→ **What to produce**:
Your reply should be a single number, the count of lines in the records that contain the string "roundRect".

→ **Data shown**:
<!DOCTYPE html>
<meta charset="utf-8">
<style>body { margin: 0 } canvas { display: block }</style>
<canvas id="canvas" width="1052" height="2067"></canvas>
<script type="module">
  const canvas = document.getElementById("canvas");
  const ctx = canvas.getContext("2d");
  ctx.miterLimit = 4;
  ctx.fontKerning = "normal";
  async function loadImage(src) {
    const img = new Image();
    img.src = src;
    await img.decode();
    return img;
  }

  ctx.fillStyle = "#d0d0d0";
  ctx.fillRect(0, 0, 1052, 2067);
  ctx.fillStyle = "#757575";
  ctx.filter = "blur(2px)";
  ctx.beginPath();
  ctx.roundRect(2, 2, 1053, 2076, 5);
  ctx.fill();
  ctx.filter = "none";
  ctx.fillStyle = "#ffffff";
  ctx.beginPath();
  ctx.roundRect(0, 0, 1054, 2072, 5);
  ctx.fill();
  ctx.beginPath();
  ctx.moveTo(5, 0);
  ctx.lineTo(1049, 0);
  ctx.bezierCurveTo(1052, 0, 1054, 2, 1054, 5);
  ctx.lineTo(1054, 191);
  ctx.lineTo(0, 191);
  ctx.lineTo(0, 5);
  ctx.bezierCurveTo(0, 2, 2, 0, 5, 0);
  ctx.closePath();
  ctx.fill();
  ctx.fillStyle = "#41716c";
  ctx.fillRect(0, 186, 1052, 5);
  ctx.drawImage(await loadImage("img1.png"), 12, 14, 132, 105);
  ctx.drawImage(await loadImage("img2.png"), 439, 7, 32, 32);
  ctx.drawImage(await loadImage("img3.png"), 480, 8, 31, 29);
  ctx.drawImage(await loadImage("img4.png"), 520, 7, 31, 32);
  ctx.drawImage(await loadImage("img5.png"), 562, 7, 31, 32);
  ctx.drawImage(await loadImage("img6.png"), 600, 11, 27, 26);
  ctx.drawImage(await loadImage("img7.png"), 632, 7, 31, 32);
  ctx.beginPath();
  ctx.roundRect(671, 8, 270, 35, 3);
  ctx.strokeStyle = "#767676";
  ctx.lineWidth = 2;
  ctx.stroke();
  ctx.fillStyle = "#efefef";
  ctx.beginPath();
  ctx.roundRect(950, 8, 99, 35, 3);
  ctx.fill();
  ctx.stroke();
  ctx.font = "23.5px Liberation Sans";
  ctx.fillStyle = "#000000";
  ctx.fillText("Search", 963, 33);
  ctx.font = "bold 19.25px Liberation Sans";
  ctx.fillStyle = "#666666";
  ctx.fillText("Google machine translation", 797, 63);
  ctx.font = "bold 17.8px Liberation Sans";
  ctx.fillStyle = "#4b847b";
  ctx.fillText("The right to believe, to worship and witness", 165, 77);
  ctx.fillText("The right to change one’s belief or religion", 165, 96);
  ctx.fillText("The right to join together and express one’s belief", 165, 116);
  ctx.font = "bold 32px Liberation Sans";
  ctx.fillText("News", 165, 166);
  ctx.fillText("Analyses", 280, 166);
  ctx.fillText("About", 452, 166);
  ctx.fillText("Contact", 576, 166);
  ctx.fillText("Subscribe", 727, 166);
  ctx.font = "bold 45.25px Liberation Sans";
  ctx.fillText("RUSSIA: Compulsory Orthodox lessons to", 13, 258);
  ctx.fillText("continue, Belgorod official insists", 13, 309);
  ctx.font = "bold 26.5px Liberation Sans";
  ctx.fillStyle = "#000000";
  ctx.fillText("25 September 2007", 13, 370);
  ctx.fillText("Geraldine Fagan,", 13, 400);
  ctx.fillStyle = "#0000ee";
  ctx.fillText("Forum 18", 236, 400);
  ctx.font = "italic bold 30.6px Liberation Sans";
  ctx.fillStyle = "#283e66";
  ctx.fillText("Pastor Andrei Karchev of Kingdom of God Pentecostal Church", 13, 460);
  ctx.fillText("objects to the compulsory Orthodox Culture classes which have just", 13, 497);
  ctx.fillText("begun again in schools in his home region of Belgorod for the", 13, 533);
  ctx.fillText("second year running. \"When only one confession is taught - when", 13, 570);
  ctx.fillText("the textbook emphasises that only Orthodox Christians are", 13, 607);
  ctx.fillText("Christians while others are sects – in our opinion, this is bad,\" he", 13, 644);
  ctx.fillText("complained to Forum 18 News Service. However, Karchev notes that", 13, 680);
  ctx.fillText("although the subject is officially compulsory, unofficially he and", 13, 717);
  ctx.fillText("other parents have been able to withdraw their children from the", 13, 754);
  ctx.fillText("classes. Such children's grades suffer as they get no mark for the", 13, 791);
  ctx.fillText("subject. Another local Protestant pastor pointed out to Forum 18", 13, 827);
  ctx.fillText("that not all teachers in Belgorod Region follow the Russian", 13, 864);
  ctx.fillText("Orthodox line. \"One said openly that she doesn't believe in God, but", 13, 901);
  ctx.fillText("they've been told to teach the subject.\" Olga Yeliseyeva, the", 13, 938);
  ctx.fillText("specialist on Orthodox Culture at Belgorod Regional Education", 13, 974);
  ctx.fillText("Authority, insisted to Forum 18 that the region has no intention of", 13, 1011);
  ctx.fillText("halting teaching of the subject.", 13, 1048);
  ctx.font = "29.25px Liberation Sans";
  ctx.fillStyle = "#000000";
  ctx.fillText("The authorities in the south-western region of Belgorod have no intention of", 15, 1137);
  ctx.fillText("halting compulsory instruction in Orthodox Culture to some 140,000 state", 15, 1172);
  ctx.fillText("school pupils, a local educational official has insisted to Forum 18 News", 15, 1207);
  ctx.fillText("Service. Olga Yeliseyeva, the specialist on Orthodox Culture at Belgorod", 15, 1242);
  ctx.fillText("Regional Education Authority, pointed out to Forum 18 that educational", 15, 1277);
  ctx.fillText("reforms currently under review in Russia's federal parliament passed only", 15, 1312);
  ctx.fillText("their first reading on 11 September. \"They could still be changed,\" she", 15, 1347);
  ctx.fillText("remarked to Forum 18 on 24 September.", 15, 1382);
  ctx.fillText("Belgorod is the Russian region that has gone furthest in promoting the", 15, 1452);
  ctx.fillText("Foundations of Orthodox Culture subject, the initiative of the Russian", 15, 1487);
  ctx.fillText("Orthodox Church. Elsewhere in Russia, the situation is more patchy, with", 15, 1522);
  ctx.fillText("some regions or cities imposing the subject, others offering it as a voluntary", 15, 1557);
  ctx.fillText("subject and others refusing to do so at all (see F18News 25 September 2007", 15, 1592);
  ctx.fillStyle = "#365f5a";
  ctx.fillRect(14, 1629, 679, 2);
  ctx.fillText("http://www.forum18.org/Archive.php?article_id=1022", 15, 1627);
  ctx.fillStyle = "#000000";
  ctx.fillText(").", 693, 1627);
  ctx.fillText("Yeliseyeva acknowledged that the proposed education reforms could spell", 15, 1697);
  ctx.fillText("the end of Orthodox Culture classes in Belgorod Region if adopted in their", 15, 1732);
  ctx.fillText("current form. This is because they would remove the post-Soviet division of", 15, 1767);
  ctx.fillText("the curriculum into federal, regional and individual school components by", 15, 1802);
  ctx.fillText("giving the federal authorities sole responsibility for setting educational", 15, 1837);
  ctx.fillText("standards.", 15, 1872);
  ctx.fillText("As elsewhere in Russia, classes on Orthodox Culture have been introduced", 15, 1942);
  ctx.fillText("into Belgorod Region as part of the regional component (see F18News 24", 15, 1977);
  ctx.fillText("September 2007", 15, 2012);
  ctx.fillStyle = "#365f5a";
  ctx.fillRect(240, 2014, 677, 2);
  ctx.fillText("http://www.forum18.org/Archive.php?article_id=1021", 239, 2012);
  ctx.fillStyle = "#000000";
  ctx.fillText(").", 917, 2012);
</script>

→ **Your solution**:
4